Do caos calmo ao caos. Ponto!
Nem bem cheguei e sou devidamente abalroado pelos ruídos da cidade que não cessa o burburinho jamais, faça chuva (e quanta chuva tem feito!) ou faça sol. Agora mesmo são 23 horas e uma equipe da prefeitura insiste em contribuir para o aumento de decibéis com a potência da britadeira no asfalto aqui da rua. Mal se ouve a TV!
Passei a tarde e parte da noite com uma amiga a quem não via há quase um ano e meio. Ela vive em Montreal e, de passagem por São Paulo, me disse estranhar a multidão nas ruas. Montreal tem cerca de 1,7 milhão de habitantes. São Paulo contabiliza mais de 11 milhões de moradores.
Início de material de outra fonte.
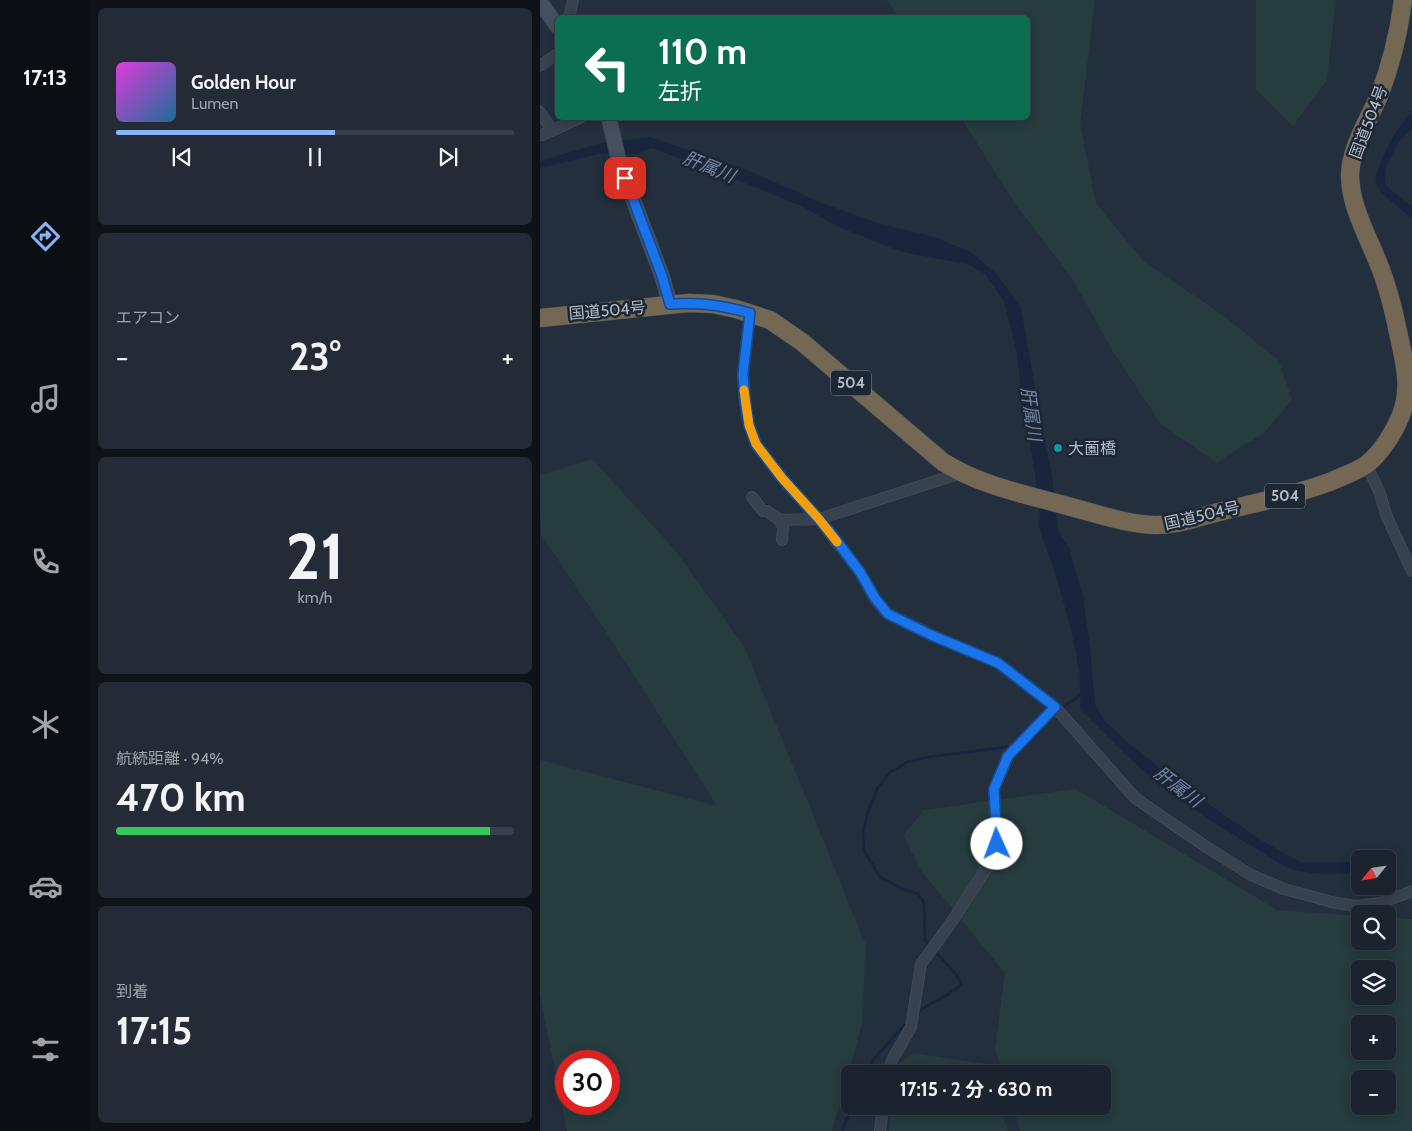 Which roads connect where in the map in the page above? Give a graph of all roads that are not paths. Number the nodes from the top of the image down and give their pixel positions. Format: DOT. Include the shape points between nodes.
graph roads {
  1 [pos="573,0"];
  2 [pos="1403,0"];
  3 [pos="540,2"];
  4 [pos="570,15"];
  5 [pos="555,23"];
  6 [pos="555,55"];
  7 [pos="540,66"];
  8 [pos="540,112"];
  9 [pos="575,120"];
  10 [pos="609,121"];
  11 [pos="670,304"];
  12 [pos="750,313"];
  13 [pos="540,318"];
  14 [pos="1405,334"];
  15 [pos="1366,464"];
  16 [pos="961,473"];
  17 [pos="752,497"];
  18 [pos="819,519"];
  19 [pos="780,520"];
  20 [pos="782,540"];
  21 [pos="1412,571"];
  22 [pos="1055,707"];
  23 [pos="1412,891"];
  24 [pos="891,1065"];
  25 [pos="882,1115"];
  26 [pos="880,1131"];
  1 -- 4 [label="street"];
  2 -- 14 [label="highway, 国道504号 / 504" via="1393,54 1380,94 1354,152 1350,175 1364,231"];
  3 -- 5 [label="main road"];
  6 -- 7 [label="street"];
  8 -- 9 [label="street" via="547,132"];
  10 -- 11 [label="main road" via="619,162"];
  11 -- 12 [label="highway, 国道504号 / 504" via="713,304"];
  11 -- 13 [label="highway, 国道504号 / 504"];
  12 -- 16 [label="highway, 国道504号 / 504" via="770,320 802,342 943,462"];
  12 -- 18 [label="street" via="743,374 749,425 756,444"];
  14 -- 15 [label="highway, 国道504号 / 504" via="1407,392 1401,415 1386,443"];
  15 -- 16 [label="highway, 国道504号 / 504" via="1324,484 1279,498 1196,519 1157,525 1135,524 1020,494"];
  15 -- 21 [label="street"];
  16 -- 18 [label="street"];
  17 -- 19 [label="street" via="763,511"];
  18 -- 19 [label="street"];
  18 -- 22 [label="street" via="888,614 998,663"];
  19 -- 20 [label="street"];
  22 -- 23 [label="street" via="1135,798 1251,875 1293,891 1357,906 1380,903"];
  22 -- 24 [label="street" via="1008,756 994,789 997,844 991,861 921,964 911,1027"];
  25 -- 26 [label="street"];
} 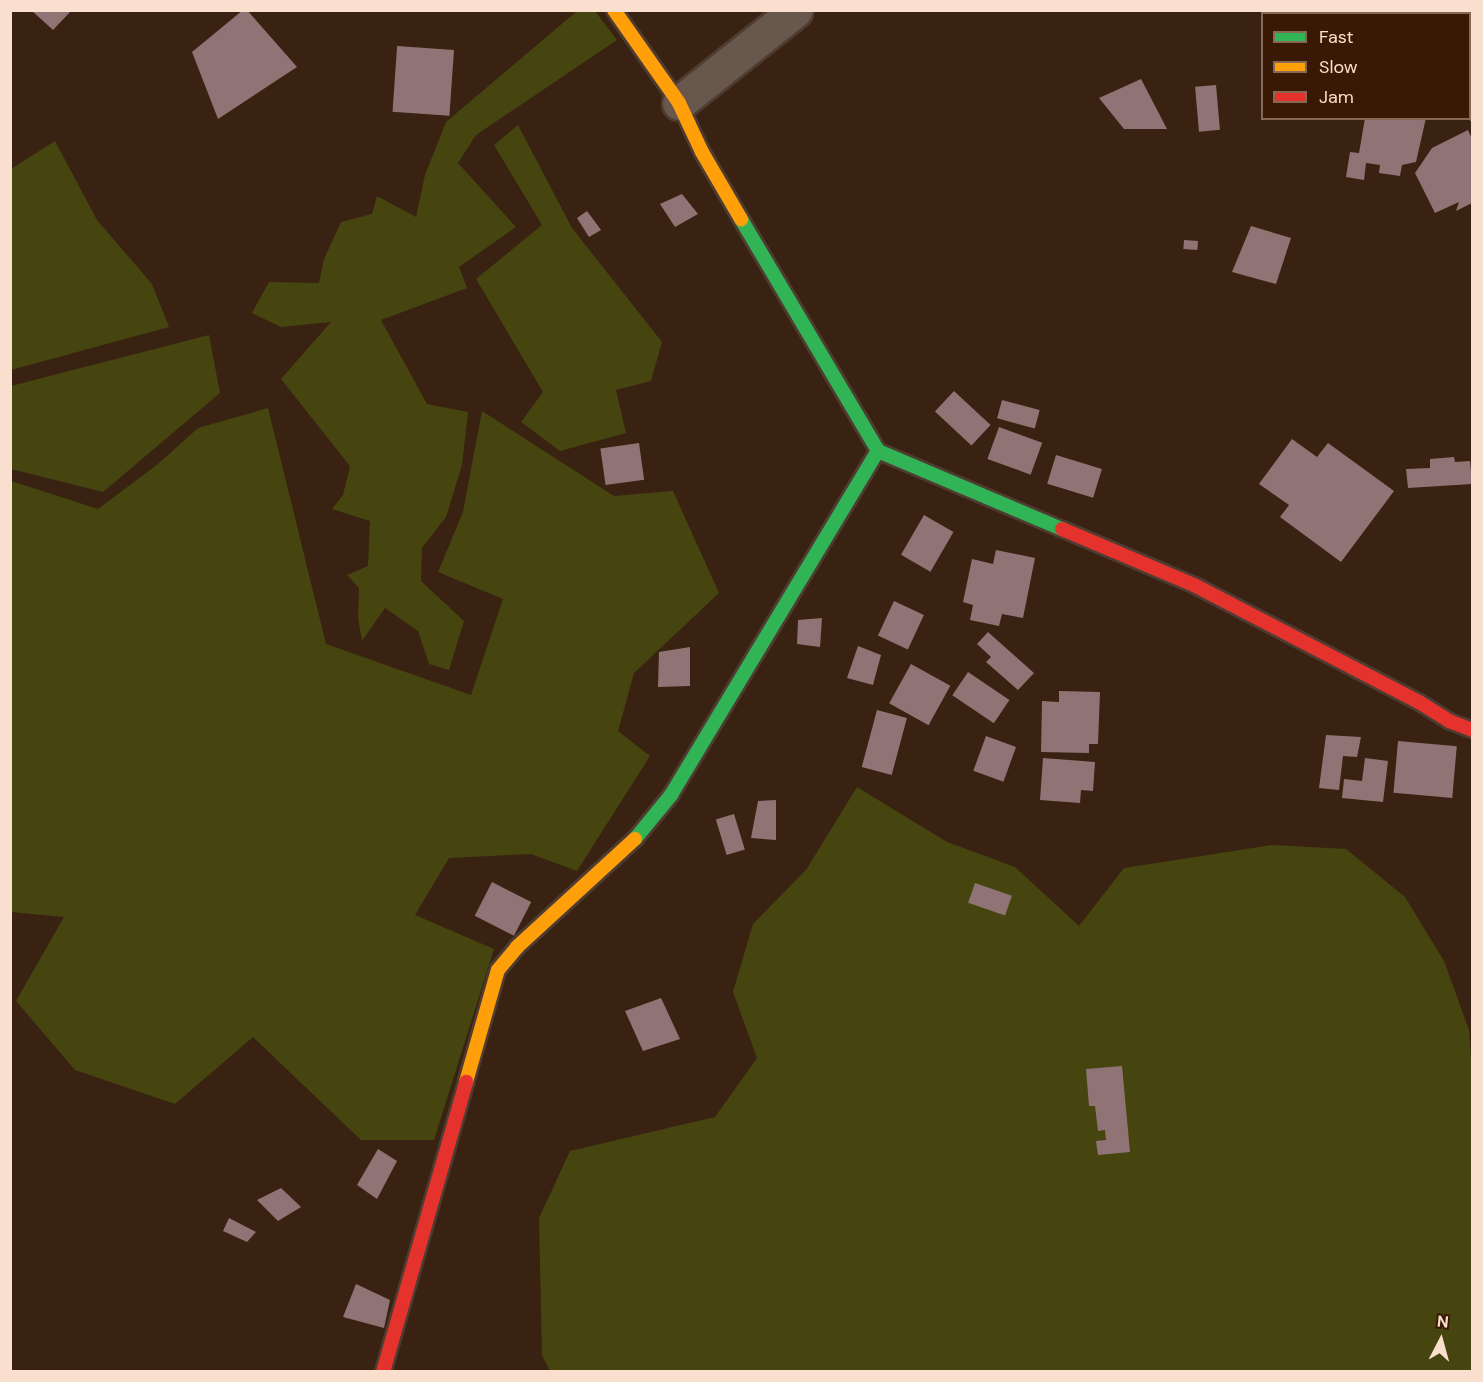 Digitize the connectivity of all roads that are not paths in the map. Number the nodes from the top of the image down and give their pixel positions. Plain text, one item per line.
1 (614, 10) edge
2 (796, 10) edge
3 (679, 103) junction
4 (878, 451) junction
5 (1473, 730) edge
6 (383, 1371) edge

1 - 3 street
2 - 3 street
3 - 4 street
4 - 5 street
4 - 6 street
Somente na festa da virada do ano, a Avenida Paulista concentrou estimadas 2,5 milhões de pessoas, ou seja, uma Montreal e meia em pouco mais de 3 Km de extensão!
Não é à toa que ao passar pelas calçadas da Paulista a minha amiga tenha estranhado a movimentação. Um ano e meio fora de São Paulo e dentro de Montreal, onde não é preciso brigar por espaço nas calçadas, deve mesmo provocar calafrios. A minha amiga também estranhou o aumento de carros na rua e isso é um fato: 2009 bateu o recorde de vendas de veículos.
Segundo dados do Departamento Estadual de Trânsito de São Paulo (Detran), a cidade fechou novembro do ano passado com 6.698.004 veículos. Esse amontado de gente e de carros faz com que a poluição sonora e o estresse auditivo sejam a terceira causa de maior incidência de doenças do trabalho, atrás apenas de agrotóxicos e de doenças articulares.
Isso porque somente refere-se a doenças do trabalho. Imagine o que todo esse ruído faz a cada um de nós que aqui vivemos e somos acordados por saltos altos no apartamento de cima, por alarmes que disparam às 4 horas da manhã, por helicópteros que sobrevoam a cidade a qualquer hora do dia e, por vezes, da noite. Ainda agora ouço gritos de vizinhos na rua de baixo (ontem presenciei uma briga que envolveu pelo menos três casas!).
Mas, você quer saber? Quando lá estive, senti falta justamente dessa aglomeração, dessa justaposição de camadas e camadas de gente que, afinal, fazem dessa cidade o que é: urbe, tão generosa quanto o úbere de uma vaca holandesa. Uma cidade que, como Roma, decerto que é uma loba que amamenta filhotes sem fim. Com força. Como diria meu irmão, "aqui (lá em São Pedro do Turvo), a gente vive no sistema bruto".
Bem, devo dizer que aqui (em São Paulo), vive-se no sistema bruto também. A diferença é que a brutalidade referida pelo meu irmão deve-se à rudeza da natureza e ao natural trabalho braçal que o campo enseja no interior. Em São Paulo, a brutalidade é de outra coloração. É formada por vigas de aço e vidro que faz com que o homem que permeia o meio torne-se quase que de aço também.
Somente para registrar, fui devidamente enxotado do longo corredor entre a Paulista e a entrada da FNAC por um nada simpático segurança que insistiu em dizer que aquele espaço era privado e que eu não podia fumar ali. Como se sabe, a lei antifumo permite que se fume em espaços não-cobertos (públicos ou privados). Como de onde eu estava eu avistava largamente o céu, deduzi que era espaço aberto.
Não sei se os arquitetos mudaram a definição de espaço aberto, mas fui intimidado o suficiente pelo segurança para sair do local. O prédio abriga a FNAC mas também, na maior parte, a Petrobras e outros órgãos federais. Como eu discuti um pouco antes de ceder, o segurança apenas argumentava que o espaço era privado. OK, estava no papel dele. Mas o espaço é público.
Contei a história para exemplificar a brutalidade a que me referi. O sistema bruto de São Paulo é esse: desinformação, intimidação, barulho. Caos, pois. Somente me questiono que efeitos - além dos óbvios - têm essa passagem do caos calmo para o caos. Estamos apenas no sexto dia do ano, o Dia de Reis, e, ao menos hoje, fui plebeu mais que tudo. OK, sou urbe. Então, está tudo certo.